Sábado, 5 de Diciembre, 2009
CON HAIDAR NO SE JUEGA
La paciencia tiene un límite, pero Marruecos parece no saberlo. Esta cuerda ya no puede tensarse más, la tuerca no resiste otra vuelta. Este juego ha pasado a convertirse en un gravísimo problema internacional. El Sahara es la excusa. La realidad está en otros objetivos, en los intereses mutuos de los vecinos alejados a los que Cembrero dedicó uno de sus últimos trabajos. Un plato de la balanza está lleno de pateras. recursos minerales, frontera del islamismo radical, licencias de pesca, gas, concesiones de proyectos millonarios en carreteras, transportes, viviendas… El otro decide aranceles, controla personas y domina el comercio internacional.

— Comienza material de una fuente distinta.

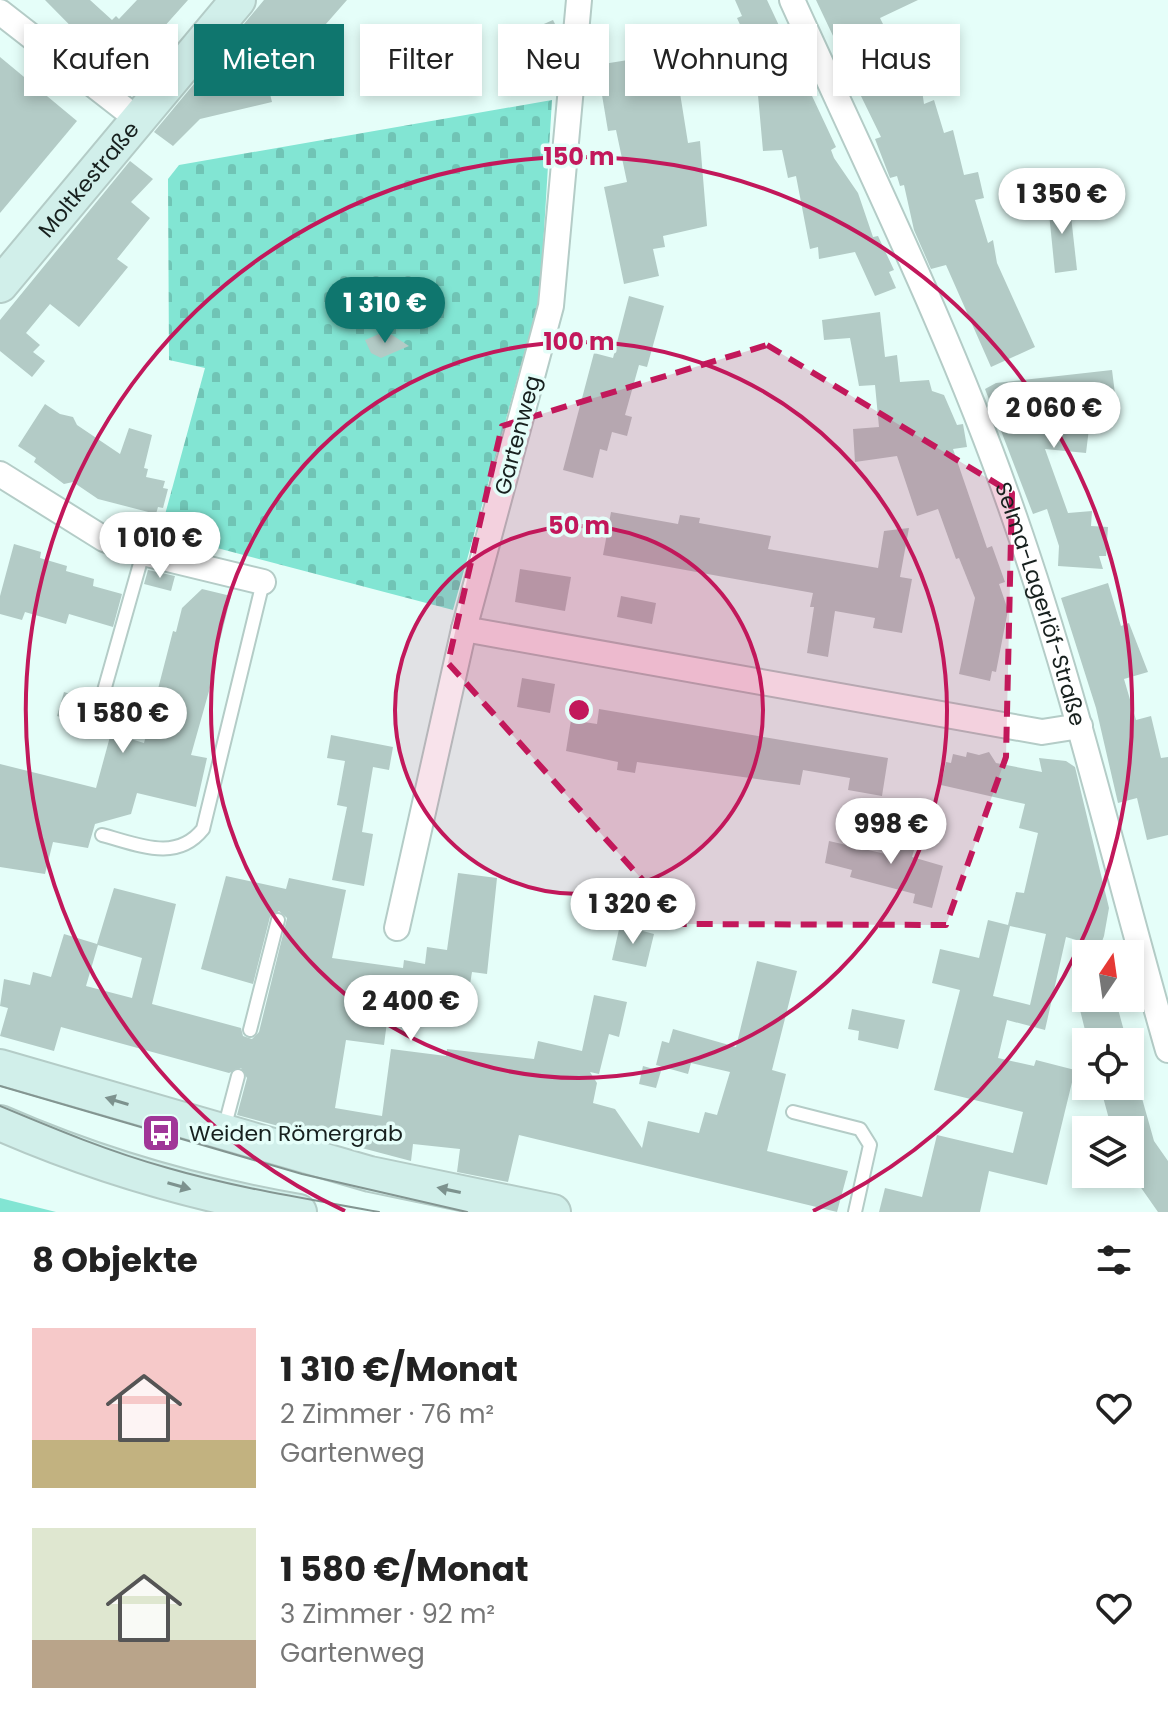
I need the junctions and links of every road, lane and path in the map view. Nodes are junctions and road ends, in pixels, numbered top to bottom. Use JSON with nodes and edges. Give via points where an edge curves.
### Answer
{"nodes":[{"id":1,"x":238,"y":0,"type":"edge"},
{"id":2,"x":579,"y":0,"type":"edge"},
{"id":3,"x":792,"y":0,"type":"edge"},
{"id":4,"x":0,"y":12,"type":"edge"},
{"id":5,"x":136,"y":118,"type":"junction"},
{"id":6,"x":0,"y":285,"type":"edge"},
{"id":7,"x":0,"y":474,"type":"edge"},
{"id":8,"x":143,"y":553,"type":"junction"},
{"id":9,"x":263,"y":582,"type":"joint"},
{"id":10,"x":464,"y":629,"type":"junction"},
{"id":11,"x":96,"y":719,"type":"dead end"},
{"id":12,"x":1080,"y":726,"type":"junction"},
{"id":13,"x":102,"y":835,"type":"dead end"},
{"id":14,"x":278,"y":920,"type":"dead end"},
{"id":15,"x":397,"y":928,"type":"dead end"},
{"id":16,"x":250,"y":1030,"type":"dead end"},
{"id":17,"x":1168,"y":1050,"type":"edge"},
{"id":18,"x":0,"y":1067,"type":"edge"},
{"id":19,"x":238,"y":1076,"type":"dead end"},
{"id":20,"x":793,"y":1112,"type":"dead end"},
{"id":21,"x":0,"y":1123,"type":"edge"},
{"id":22,"x":224,"y":1132,"type":"junction"},
{"id":23,"x":299,"y":1212,"type":"edge"},
{"id":24,"x":553,"y":1212,"type":"edge"},
{"id":25,"x":855,"y":1212,"type":"edge"}],
"edges":[{"from":1,"to":5,"type":"main road","name":"Moltkestraße"},
{"from":2,"to":10,"type":"street","name":"Gartenweg","via":[[551,306]]},
{"from":3,"to":12,"type":"street","name":"Selma-Lagerlöf-Straße","via":[[982,430],[1019,529]]},
{"from":4,"to":5,"type":"street"},
{"from":5,"to":6,"type":"main road","name":"Moltkestraße"},
{"from":7,"to":8,"type":"street","via":[[104,539]]},
{"from":8,"to":9,"type":"street"},
{"from":8,"to":11,"type":"lane"},
{"from":9,"to":13,"type":"lane","via":[[203,829],[193,842],[165,851]]},
{"from":10,"to":12,"type":"street","via":[[1042,732]]},
{"from":10,"to":15,"type":"street","name":"Gartenweg"},
{"from":12,"to":17,"type":"street","name":"Selma-Lagerlöf-Straße"},
{"from":14,"to":16,"type":"lane"},
{"from":22,"to":18,"type":"main road","one_way":true},
{"from":19,"to":22,"type":"lane"},
{"from":20,"to":25,"type":"lane","via":[[866,1135],[870,1145]]},
{"from":21,"to":23,"type":"main road","one_way":true,"via":[[160,1181]]},
{"from":24,"to":22,"type":"main road","one_way":true,"via":[[370,1174]]}]}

Estamos ante un gravísimo, complejo y tenso conflicto, probablemente el último estertor de la causa saharaui y la oportunidad para Marruecos de darle el golpe de gracia a un pueblo violado, invadido, sometido, engañado. Con Haidar no se juega. Ella no lo hace cuando dice preferir la muerte a resutar vencida. 20 días después de iniciar su huelga de hambre, cada vez son más los que se la creen. La burla de esta noche no tiene nombre. O sólo uno.